What the task requires
Copy each of the entries below faithfully, setting aside any pictures.

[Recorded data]

****

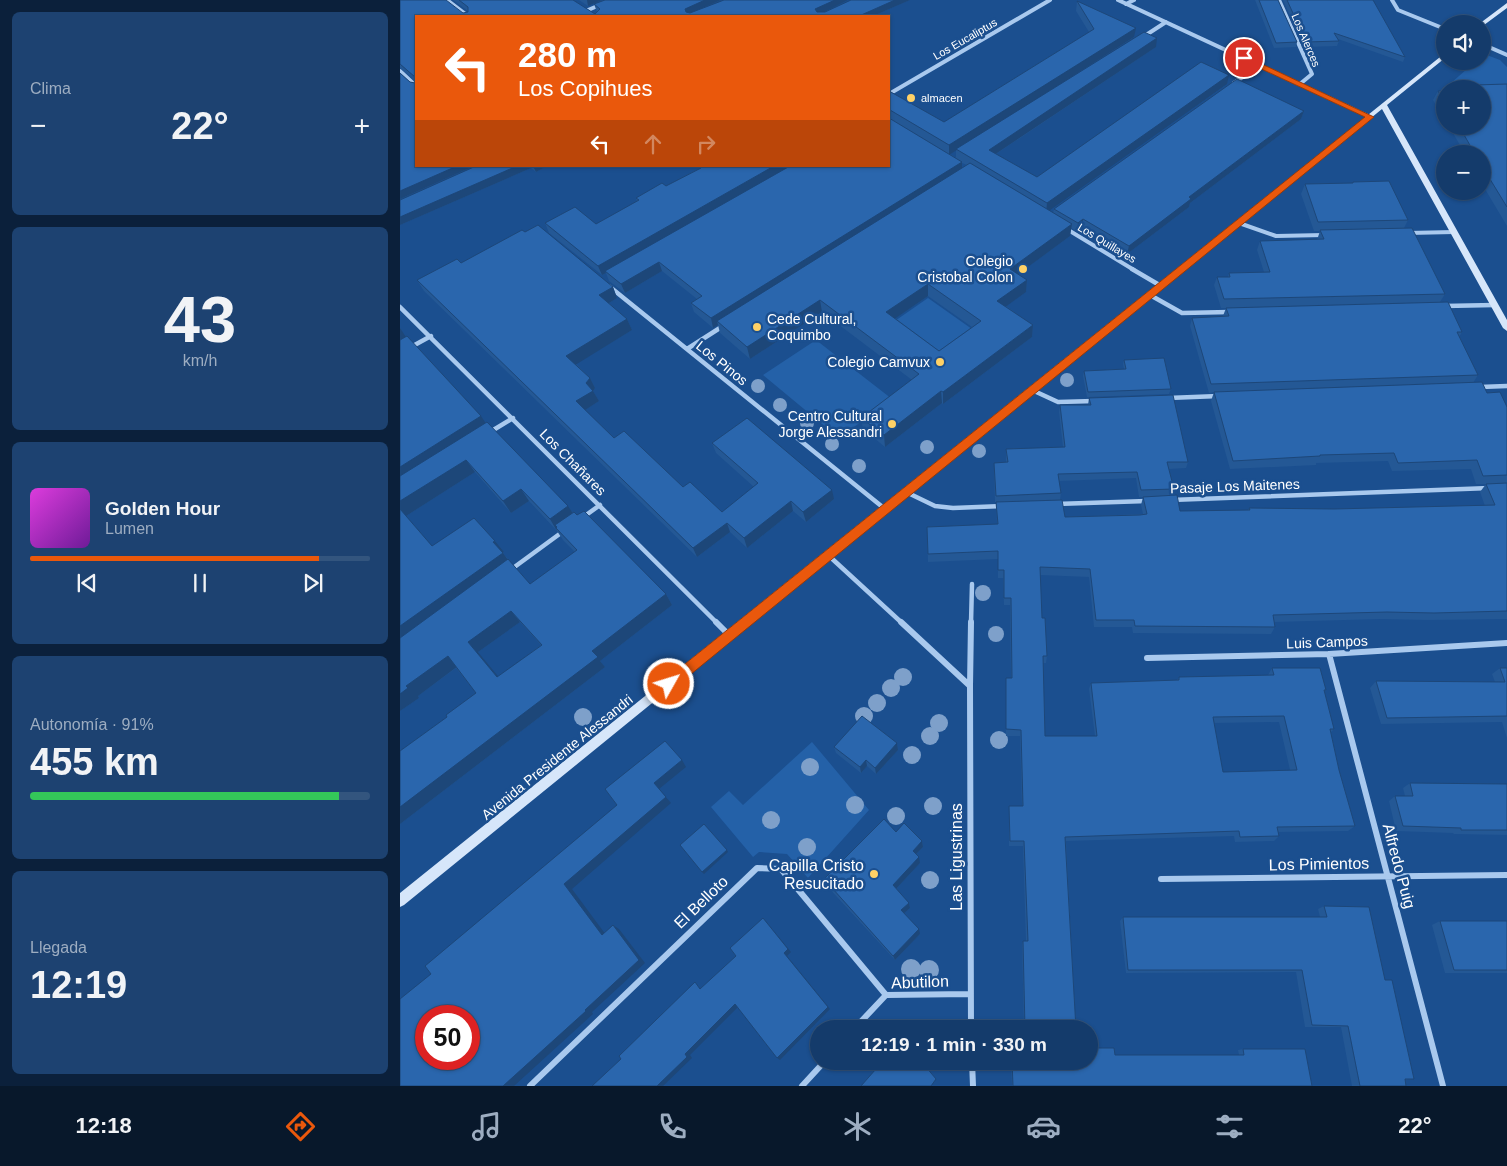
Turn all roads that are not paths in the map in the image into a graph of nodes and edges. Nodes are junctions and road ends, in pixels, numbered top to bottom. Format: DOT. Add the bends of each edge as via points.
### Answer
graph roads {
  1 [pos="447,0"];
  2 [pos="612,0"];
  3 [pos="1050,0"];
  4 [pos="1118,0"];
  5 [pos="1134,0"];
  6 [pos="1279,0"];
  7 [pos="1392,0"];
  8 [pos="1126,4"];
  9 [pos="580,5"];
  10 [pos="1507,5"];
  11 [pos="588,10"];
  12 [pos="593,13"];
  13 [pos="467,15"];
  14 [pos="1491,17"];
  15 [pos="1166,22"];
  16 [pos="1436,25"];
  17 [pos="1141,38"];
  18 [pos="1491,48"];
  19 [pos="1507,55"];
  20 [pos="1436,63"];
  21 [pos="1260,65"];
  22 [pos="400,71"];
  23 [pos="1300,84"];
  24 [pos="415,85"];
  25 [pos="1228,88"];
  26 [pos="890,93"];
  27 [pos="1384,106"];
  28 [pos="1370,117"];
  29 [pos="1239,223"];
  30 [pos="1063,227"];
  31 [pos="1455,232"];
  32 [pos="1405,233"];
  33 [pos="1326,234"];
  34 [pos="602,280"];
  35 [pos="1161,286"];
  36 [pos="1150,295"];
  37 [pos="1496,305"];
  38 [pos="1437,306"];
  39 [pos="400,307"];
  40 [pos="1241,312"];
  41 [pos="728,323"];
  42 [pos="1507,328"];
  43 [pos="431,336"];
  44 [pos="686,349"];
  45 [pos="400,353"];
  46 [pos="1507,386"];
  47 [pos="1477,387"];
  48 [pos="1032,390"];
  49 [pos="1228,396"];
  50 [pos="1158,399"];
  51 [pos="1098,401"];
  52 [pos="513,418"];
  53 [pos="481,438"];
  54 [pos="1497,487"];
  55 [pos="906,492"];
  56 [pos="1151,500"];
  57 [pos="1161,500"];
  58 [pos="1052,504"];
  59 [pos="600,505"];
  60 [pos="1013,506"];
  61 [pos="885,509"];
  62 [pos="576,522"];
  63 [pos="568,528"];
  64 [pos="828,555"];
  65 [pos="504,574"];
  66 [pos="972,584"];
  67 [pos="729,636"];
  68 [pos="1507,643"];
  69 [pos="1329,654"];
  70 [pos="1148,658"];
  71 [pos="970,686"];
  72 [pos="1507,875"];
  73 [pos="1388,876"];
  74 [pos="1161,880"];
  75 [pos="400,901"];
  76 [pos="886,994"];
  77 [pos="970,994"];
  78 [pos="862,1020"];
  79 [pos="971,1020"];
  80 [pos="816,1070"];
  81 [pos="972,1070"];
  82 [pos="530,1086"];
  83 [pos="802,1086"];
  84 [pos="973,1086"];
  85 [pos="1443,1086"];
  1 -- 13 [label="street"];
  2 -- 11 [label="street"];
  3 -- 26 [label="street, Los Eucaliptus"];
  4 -- 8 [label="street"];
  5 -- 8 [label="street"];
  6 -- 23 [label="street, Los Alerces" via="1312,74"];
  7 -- 16 [label="street" via="1398,10"];
  8 -- 15 [label="street"];
  9 -- 11 [label="street"];
  10 -- 14 [label="main road"];
  11 -- 12 [label="street"];
  15 -- 17 [label="street"];
  15 -- 21 [label="street"];
  18 -- 19 [label="street"];
  20 -- 27 [label="main road, Avenida Presidente Alessandri"];
  21 -- 23 [label="street"];
  21 -- 25 [label="street"];
  22 -- 24 [label="street"];
  23 -- 28 [label="street"];
  27 -- 28 [label="main road, Avenida Presidente Alessandri"];
  27 -- 31 [label="main road"];
  28 -- 29 [label="main road, Avenida Presidente Alessandri"];
  29 -- 33 [label="street" via="1276,236"];
  29 -- 35 [label="main road, Avenida Presidente Alessandri"];
  30 -- 35 [label="street, Los Quillayes"];
  31 -- 32 [label="street"];
  31 -- 37 [label="main road"];
  34 -- 44 [label="street, Los Pinos"];
  35 -- 36 [label="main road, Avenida Presidente Alessandri"];
  36 -- 40 [label="street" via="1182,313"];
  36 -- 48 [label="main road, Avenida Presidente Alessandri"];
  37 -- 38 [label="street"];
  37 -- 42 [label="main road"];
  39 -- 43 [label="street, Los Chañares"];
  41 -- 44 [label="street"];
  43 -- 45 [label="street"];
  43 -- 52 [label="street, Los Chañares"];
  44 -- 61 [label="street, Los Pinos"];
  46 -- 47 [label="street"];
  48 -- 51 [label="street" via="1058,402"];
  48 -- 55 [label="main road, Avenida Presidente Alessandri"];
  49 -- 50 [label="street"];
  52 -- 53 [label="street"];
  52 -- 59 [label="street, Los Chañares"];
  54 -- 57 [label="street, Pasaje Los Maitenes"];
  55 -- 60 [label="street" via="935,506"];
  55 -- 61 [label="main road, Avenida Presidente Alessandri"];
  56 -- 58 [label="street, Pasaje Los Maitenes"];
  59 -- 62 [label="street"];
  59 -- 67 [label="street, Los Chañares"];
  61 -- 64 [label="main road, Avenida Presidente Alessandri"];
  63 -- 65 [label="street"];
  64 -- 67 [label="main road, Avenida Presidente Alessandri"];
  64 -- 71 [label="street"];
  66 -- 71 [label="street, Las Ligustrinas"];
  67 -- 75 [label="main road, Avenida Presidente Alessandri"];
  68 -- 69 [label="street, Luis Campos"];
  69 -- 70 [label="street, Luis Campos"];
  69 -- 73 [label="street, Alfredo Puig"];
  71 -- 77 [label="street, Las Ligustrinas"];
  72 -- 73 [label="street, Los Pimientos"];
  73 -- 74 [label="street, Los Pimientos"];
  73 -- 85 [label="street, Alfredo Puig"];
  76 -- 77 [label="street, Abutilon"];
  76 -- 78 [label="street, Abutilon"];
  76 -- 82 [label="street, El Belloto" via="780,868 757,868"];
  77 -- 79 [label="street, Las Ligustrinas"];
  80 -- 83 [label="street"];
  81 -- 84 [label="street"];
}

****

Task output
Turn all roads that are not paths in the map in the image into a graph of nodes and edges. Nodes are junctions and road ends, in pixels, numbered top to bottom. Format: DOT. Add the bends of each edge as via points.
### Answer
graph roads {
  1 [pos="447,0"];
  2 [pos="612,0"];
  3 [pos="1050,0"];
  4 [pos="1118,0"];
  5 [pos="1134,0"];
  6 [pos="1279,0"];
  7 [pos="1392,0"];
  8 [pos="1126,4"];
  9 [pos="580,5"];
  10 [pos="1507,5"];
  11 [pos="588,10"];
  12 [pos="593,13"];
  13 [pos="467,15"];
  14 [pos="1491,17"];
  15 [pos="1166,22"];
  16 [pos="1436,25"];
  17 [pos="1141,38"];
  18 [pos="1491,48"];
  19 [pos="1507,55"];
  20 [pos="1436,63"];
  21 [pos="1260,65"];
  22 [pos="400,71"];
  23 [pos="1300,84"];
  24 [pos="415,85"];
  25 [pos="1228,88"];
  26 [pos="890,93"];
  27 [pos="1384,106"];
  28 [pos="1370,117"];
  29 [pos="1239,223"];
  30 [pos="1063,227"];
  31 [pos="1455,232"];
  32 [pos="1405,233"];
  33 [pos="1326,234"];
  34 [pos="602,280"];
  35 [pos="1161,286"];
  36 [pos="1150,295"];
  37 [pos="1496,305"];
  38 [pos="1437,306"];
  39 [pos="400,307"];
  40 [pos="1241,312"];
  41 [pos="728,323"];
  42 [pos="1507,328"];
  43 [pos="431,336"];
  44 [pos="686,349"];
  45 [pos="400,353"];
  46 [pos="1507,386"];
  47 [pos="1477,387"];
  48 [pos="1032,390"];
  49 [pos="1228,396"];
  50 [pos="1158,399"];
  51 [pos="1098,401"];
  52 [pos="513,418"];
  53 [pos="481,438"];
  54 [pos="1497,487"];
  55 [pos="906,492"];
  56 [pos="1151,500"];
  57 [pos="1161,500"];
  58 [pos="1052,504"];
  59 [pos="600,505"];
  60 [pos="1013,506"];
  61 [pos="885,509"];
  62 [pos="576,522"];
  63 [pos="568,528"];
  64 [pos="828,555"];
  65 [pos="504,574"];
  66 [pos="972,584"];
  67 [pos="729,636"];
  68 [pos="1507,643"];
  69 [pos="1329,654"];
  70 [pos="1148,658"];
  71 [pos="970,686"];
  72 [pos="1507,875"];
  73 [pos="1388,876"];
  74 [pos="1161,880"];
  75 [pos="400,901"];
  76 [pos="886,994"];
  77 [pos="970,994"];
  78 [pos="862,1020"];
  79 [pos="971,1020"];
  80 [pos="816,1070"];
  81 [pos="972,1070"];
  82 [pos="530,1086"];
  83 [pos="802,1086"];
  84 [pos="973,1086"];
  85 [pos="1443,1086"];
  1 -- 13 [label="street"];
  2 -- 11 [label="street"];
  3 -- 26 [label="street, Los Eucaliptus"];
  4 -- 8 [label="street"];
  5 -- 8 [label="street"];
  6 -- 23 [label="street, Los Alerces" via="1312,74"];
  7 -- 16 [label="street" via="1398,10"];
  8 -- 15 [label="street"];
  9 -- 11 [label="street"];
  10 -- 14 [label="main road"];
  11 -- 12 [label="street"];
  15 -- 17 [label="street"];
  15 -- 21 [label="street"];
  18 -- 19 [label="street"];
  20 -- 27 [label="main road, Avenida Presidente Alessandri"];
  21 -- 23 [label="street"];
  21 -- 25 [label="street"];
  22 -- 24 [label="street"];
  23 -- 28 [label="street"];
  27 -- 28 [label="main road, Avenida Presidente Alessandri"];
  27 -- 31 [label="main road"];
  28 -- 29 [label="main road, Avenida Presidente Alessandri"];
  29 -- 33 [label="street" via="1276,236"];
  29 -- 35 [label="main road, Avenida Presidente Alessandri"];
  30 -- 35 [label="street, Los Quillayes"];
  31 -- 32 [label="street"];
  31 -- 37 [label="main road"];
  34 -- 44 [label="street, Los Pinos"];
  35 -- 36 [label="main road, Avenida Presidente Alessandri"];
  36 -- 40 [label="street" via="1182,313"];
  36 -- 48 [label="main road, Avenida Presidente Alessandri"];
  37 -- 38 [label="street"];
  37 -- 42 [label="main road"];
  39 -- 43 [label="street, Los Chañares"];
  41 -- 44 [label="street"];
  43 -- 45 [label="street"];
  43 -- 52 [label="street, Los Chañares"];
  44 -- 61 [label="street, Los Pinos"];
  46 -- 47 [label="street"];
  48 -- 51 [label="street" via="1058,402"];
  48 -- 55 [label="main road, Avenida Presidente Alessandri"];
  49 -- 50 [label="street"];
  52 -- 53 [label="street"];
  52 -- 59 [label="street, Los Chañares"];
  54 -- 57 [label="street, Pasaje Los Maitenes"];
  55 -- 60 [label="street" via="935,506"];
  55 -- 61 [label="main road, Avenida Presidente Alessandri"];
  56 -- 58 [label="street, Pasaje Los Maitenes"];
  59 -- 62 [label="street"];
  59 -- 67 [label="street, Los Chañares"];
  61 -- 64 [label="main road, Avenida Presidente Alessandri"];
  63 -- 65 [label="street"];
  64 -- 67 [label="main road, Avenida Presidente Alessandri"];
  64 -- 71 [label="street"];
  66 -- 71 [label="street, Las Ligustrinas"];
  67 -- 75 [label="main road, Avenida Presidente Alessandri"];
  68 -- 69 [label="street, Luis Campos"];
  69 -- 70 [label="street, Luis Campos"];
  69 -- 73 [label="street, Alfredo Puig"];
  71 -- 77 [label="street, Las Ligustrinas"];
  72 -- 73 [label="street, Los Pimientos"];
  73 -- 74 [label="street, Los Pimientos"];
  73 -- 85 [label="street, Alfredo Puig"];
  76 -- 77 [label="street, Abutilon"];
  76 -- 78 [label="street, Abutilon"];
  76 -- 82 [label="street, El Belloto" via="780,868 757,868"];
  77 -- 79 [label="street, Las Ligustrinas"];
  80 -- 83 [label="street"];
  81 -- 84 [label="street"];
}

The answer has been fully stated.